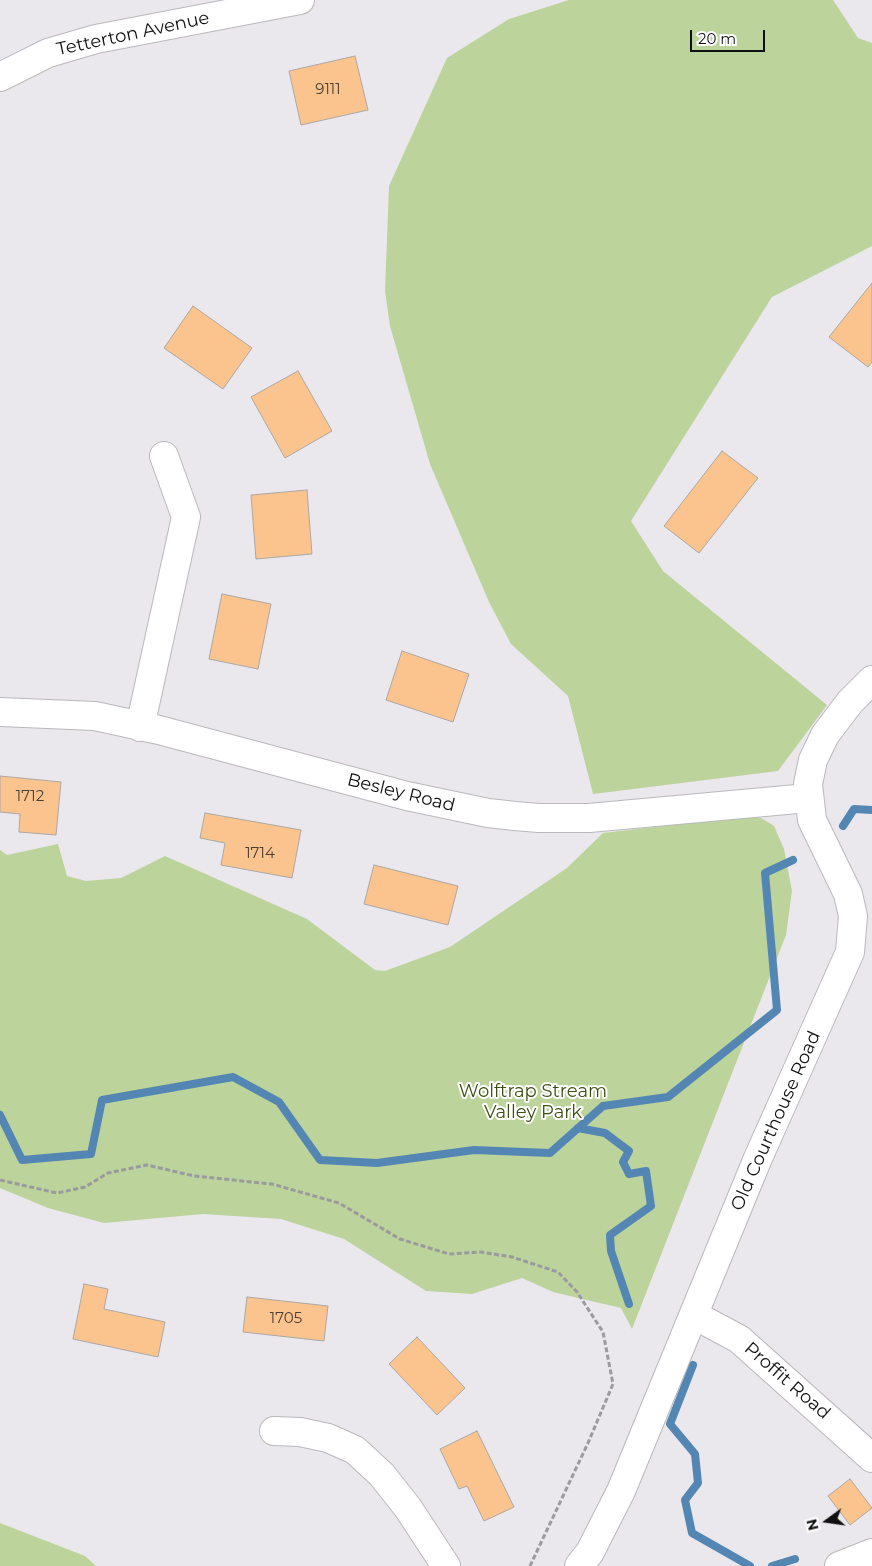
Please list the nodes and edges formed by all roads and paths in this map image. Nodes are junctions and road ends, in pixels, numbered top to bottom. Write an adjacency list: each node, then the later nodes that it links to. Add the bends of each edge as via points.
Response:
1 (300, 0): 2 (street, Tetterton Avenue, via 96,39 48,53)
2 (0, 77)
3 (164, 456): 6 (street, via 186,517)
4 (872, 680): 7 (street, Old Courthouse Road, via 825,735 813,760)
5 (0, 712): 6 (street, Besley Road, via 95,716)
6 (140, 727): 7 (street, Besley Road, via 407,796 514,816 589,818)
7 (808, 798): 9 (street, Old Courthouse Road, via 812,820 848,894 853,916 852,942 839,981 758,1158)
8 (0, 1180): 14 (path, via 57,1193 85,1187 108,1172 147,1166 194,1176 272,1184 339,1203 408,1241 449,1254 481,1252 512,1257 558,1272 578,1292 603,1332 613,1384)
9 (694, 1315): 11 (street, Proffit Road, via 739,1339); 15 (street, Old Courthouse Road, via 621,1491 590,1552)
10 (274, 1432): 13 (street, via 300,1432 328,1438 355,1450 382,1475 408,1508)
11 (872, 1458)
12 (872, 1553): 16 (street)
13 (446, 1566)
14 (530, 1566)
15 (579, 1566)
16 (839, 1566)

.....

YOUR INSTRUCTIONS: Reproduce the full listing above verbatim, with no pictures included.

REPLY:
Please list the nodes and edges formed by all roads and paths in this map image. Nodes are junctions and road ends, in pixels, numbered top to bottom. Write an adjacency list: each node, then the later nodes that it links to. Add the bends of each edge as via points.
Response:
1 (300, 0): 2 (street, Tetterton Avenue, via 96,39 48,53)
2 (0, 77)
3 (164, 456): 6 (street, via 186,517)
4 (872, 680): 7 (street, Old Courthouse Road, via 825,735 813,760)
5 (0, 712): 6 (street, Besley Road, via 95,716)
6 (140, 727): 7 (street, Besley Road, via 407,796 514,816 589,818)
7 (808, 798): 9 (street, Old Courthouse Road, via 812,820 848,894 853,916 852,942 839,981 758,1158)
8 (0, 1180): 14 (path, via 57,1193 85,1187 108,1172 147,1166 194,1176 272,1184 339,1203 408,1241 449,1254 481,1252 512,1257 558,1272 578,1292 603,1332 613,1384)
9 (694, 1315): 11 (street, Proffit Road, via 739,1339); 15 (street, Old Courthouse Road, via 621,1491 590,1552)
10 (274, 1432): 13 (street, via 300,1432 328,1438 355,1450 382,1475 408,1508)
11 (872, 1458)
12 (872, 1553): 16 (street)
13 (446, 1566)
14 (530, 1566)
15 (579, 1566)
16 (839, 1566)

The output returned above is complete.